* **ABOUT THIS TASK**
Which lines of the data include the string "lane"? List them all.

[Data items]

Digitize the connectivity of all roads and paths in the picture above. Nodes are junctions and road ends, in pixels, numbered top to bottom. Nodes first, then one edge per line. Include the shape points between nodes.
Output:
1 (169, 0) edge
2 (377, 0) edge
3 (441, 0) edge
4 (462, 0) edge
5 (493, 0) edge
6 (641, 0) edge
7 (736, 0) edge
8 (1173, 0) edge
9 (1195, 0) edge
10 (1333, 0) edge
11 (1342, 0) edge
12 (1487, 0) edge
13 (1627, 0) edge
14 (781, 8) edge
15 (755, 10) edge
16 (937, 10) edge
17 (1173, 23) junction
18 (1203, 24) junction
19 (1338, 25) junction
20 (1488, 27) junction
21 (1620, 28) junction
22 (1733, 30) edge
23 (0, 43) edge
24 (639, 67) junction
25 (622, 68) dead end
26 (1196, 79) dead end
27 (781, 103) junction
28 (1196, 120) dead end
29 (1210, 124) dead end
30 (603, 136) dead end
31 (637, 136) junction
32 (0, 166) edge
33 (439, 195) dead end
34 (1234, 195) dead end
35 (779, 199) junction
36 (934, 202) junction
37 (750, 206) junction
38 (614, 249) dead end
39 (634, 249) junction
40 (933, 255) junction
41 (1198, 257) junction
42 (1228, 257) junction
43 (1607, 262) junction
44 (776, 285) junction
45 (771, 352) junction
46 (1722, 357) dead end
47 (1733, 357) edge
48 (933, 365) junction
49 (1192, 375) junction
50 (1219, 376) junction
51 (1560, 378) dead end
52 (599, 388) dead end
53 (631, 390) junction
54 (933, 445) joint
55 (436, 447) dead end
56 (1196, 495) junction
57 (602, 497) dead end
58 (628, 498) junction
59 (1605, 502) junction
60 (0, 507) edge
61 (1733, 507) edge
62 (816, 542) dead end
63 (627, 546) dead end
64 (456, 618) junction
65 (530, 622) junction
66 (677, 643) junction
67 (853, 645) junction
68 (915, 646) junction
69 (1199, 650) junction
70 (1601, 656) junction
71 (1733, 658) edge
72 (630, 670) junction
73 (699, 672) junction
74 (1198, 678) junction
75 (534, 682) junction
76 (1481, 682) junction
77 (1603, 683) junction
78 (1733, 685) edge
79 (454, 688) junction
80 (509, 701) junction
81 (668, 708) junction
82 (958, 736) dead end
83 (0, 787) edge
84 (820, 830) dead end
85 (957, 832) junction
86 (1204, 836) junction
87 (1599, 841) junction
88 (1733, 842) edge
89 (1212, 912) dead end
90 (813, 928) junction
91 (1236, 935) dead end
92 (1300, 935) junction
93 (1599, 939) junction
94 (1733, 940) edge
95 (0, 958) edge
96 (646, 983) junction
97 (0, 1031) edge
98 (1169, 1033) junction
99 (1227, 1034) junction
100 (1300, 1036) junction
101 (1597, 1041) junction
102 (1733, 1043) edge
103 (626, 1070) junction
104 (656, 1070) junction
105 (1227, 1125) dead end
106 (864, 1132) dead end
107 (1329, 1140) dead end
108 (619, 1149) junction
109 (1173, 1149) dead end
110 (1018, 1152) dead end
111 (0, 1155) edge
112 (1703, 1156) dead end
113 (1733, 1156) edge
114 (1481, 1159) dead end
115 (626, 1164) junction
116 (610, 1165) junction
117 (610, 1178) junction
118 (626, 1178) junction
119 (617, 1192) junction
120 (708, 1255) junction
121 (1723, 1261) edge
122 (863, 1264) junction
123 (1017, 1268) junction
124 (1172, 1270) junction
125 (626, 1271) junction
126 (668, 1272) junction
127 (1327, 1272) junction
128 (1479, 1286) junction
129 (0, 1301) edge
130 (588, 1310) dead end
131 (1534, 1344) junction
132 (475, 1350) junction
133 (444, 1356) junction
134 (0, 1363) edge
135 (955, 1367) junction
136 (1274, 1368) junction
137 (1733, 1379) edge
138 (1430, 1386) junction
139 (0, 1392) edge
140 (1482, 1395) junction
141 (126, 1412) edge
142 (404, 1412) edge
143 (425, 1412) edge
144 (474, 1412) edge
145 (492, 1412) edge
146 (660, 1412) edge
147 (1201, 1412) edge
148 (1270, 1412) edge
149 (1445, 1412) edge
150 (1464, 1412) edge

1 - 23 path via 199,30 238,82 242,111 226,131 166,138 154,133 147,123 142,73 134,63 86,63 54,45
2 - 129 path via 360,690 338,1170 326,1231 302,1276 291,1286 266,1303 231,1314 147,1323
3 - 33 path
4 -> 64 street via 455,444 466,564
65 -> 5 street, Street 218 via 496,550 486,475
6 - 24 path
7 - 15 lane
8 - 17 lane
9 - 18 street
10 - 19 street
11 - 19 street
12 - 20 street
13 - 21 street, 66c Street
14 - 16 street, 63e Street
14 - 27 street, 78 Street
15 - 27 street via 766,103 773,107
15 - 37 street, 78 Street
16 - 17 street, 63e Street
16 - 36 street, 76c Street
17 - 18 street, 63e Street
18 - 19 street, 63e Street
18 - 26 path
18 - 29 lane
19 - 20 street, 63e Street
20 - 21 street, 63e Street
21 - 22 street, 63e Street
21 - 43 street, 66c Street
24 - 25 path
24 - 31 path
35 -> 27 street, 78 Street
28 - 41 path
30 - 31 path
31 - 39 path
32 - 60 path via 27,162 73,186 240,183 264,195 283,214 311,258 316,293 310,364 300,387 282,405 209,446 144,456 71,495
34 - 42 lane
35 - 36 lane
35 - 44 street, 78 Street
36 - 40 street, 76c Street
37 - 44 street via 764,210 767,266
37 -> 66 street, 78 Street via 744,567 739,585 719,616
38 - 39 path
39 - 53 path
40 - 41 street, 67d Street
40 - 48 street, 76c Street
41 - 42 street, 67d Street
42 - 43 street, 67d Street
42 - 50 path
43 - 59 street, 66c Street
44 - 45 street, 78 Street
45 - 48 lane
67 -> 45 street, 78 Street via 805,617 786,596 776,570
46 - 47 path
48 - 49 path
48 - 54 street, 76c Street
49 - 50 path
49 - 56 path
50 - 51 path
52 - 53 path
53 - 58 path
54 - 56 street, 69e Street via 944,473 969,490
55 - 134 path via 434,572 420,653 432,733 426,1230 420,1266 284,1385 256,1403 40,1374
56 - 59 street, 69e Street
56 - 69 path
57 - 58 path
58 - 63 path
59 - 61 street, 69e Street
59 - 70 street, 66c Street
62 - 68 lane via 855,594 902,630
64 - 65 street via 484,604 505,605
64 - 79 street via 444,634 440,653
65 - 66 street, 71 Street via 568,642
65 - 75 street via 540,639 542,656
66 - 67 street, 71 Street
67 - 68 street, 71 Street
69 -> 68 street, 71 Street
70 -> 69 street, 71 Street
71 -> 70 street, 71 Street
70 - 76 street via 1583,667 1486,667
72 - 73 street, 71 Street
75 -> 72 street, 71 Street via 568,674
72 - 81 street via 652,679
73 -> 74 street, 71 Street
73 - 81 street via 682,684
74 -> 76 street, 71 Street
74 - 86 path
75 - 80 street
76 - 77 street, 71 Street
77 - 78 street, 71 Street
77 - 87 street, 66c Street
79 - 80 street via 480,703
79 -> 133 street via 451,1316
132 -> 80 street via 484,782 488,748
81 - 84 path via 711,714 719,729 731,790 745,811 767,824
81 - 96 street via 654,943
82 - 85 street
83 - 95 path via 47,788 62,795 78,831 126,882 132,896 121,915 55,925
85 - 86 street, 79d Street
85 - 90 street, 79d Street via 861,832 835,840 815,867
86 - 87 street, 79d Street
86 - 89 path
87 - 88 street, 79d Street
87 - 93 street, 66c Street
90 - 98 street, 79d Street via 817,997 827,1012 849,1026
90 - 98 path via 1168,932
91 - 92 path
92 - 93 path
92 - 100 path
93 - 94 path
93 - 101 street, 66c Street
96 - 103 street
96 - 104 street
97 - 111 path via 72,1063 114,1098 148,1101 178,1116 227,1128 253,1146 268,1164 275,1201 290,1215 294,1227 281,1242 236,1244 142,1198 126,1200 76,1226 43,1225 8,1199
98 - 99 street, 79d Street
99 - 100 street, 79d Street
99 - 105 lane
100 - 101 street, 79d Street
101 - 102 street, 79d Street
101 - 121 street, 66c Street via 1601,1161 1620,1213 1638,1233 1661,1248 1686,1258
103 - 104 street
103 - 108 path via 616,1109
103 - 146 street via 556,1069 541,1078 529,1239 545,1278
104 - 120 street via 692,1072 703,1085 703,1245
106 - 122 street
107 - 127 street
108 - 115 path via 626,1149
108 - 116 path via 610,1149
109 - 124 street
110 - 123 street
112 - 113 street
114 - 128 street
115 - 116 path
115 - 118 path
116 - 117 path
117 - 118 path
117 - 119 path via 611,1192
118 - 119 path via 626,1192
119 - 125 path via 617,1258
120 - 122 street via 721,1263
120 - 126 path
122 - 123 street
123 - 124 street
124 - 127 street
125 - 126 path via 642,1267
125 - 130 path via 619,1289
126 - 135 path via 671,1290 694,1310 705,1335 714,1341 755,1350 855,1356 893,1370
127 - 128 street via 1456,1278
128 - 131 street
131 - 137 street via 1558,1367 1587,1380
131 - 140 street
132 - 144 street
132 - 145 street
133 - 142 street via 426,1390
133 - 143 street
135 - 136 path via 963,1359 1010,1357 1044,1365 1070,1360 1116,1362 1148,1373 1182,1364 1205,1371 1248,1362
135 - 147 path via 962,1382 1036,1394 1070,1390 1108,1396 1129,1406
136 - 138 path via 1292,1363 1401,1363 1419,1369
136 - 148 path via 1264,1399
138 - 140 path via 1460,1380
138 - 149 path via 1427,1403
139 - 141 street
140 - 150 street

* **ANSWER TO THE EXERCISE**
7 - 15 lane
8 - 17 lane
18 - 29 lane
34 - 42 lane
35 - 36 lane
45 - 48 lane
62 - 68 lane via 855,594 902,630
99 - 105 lane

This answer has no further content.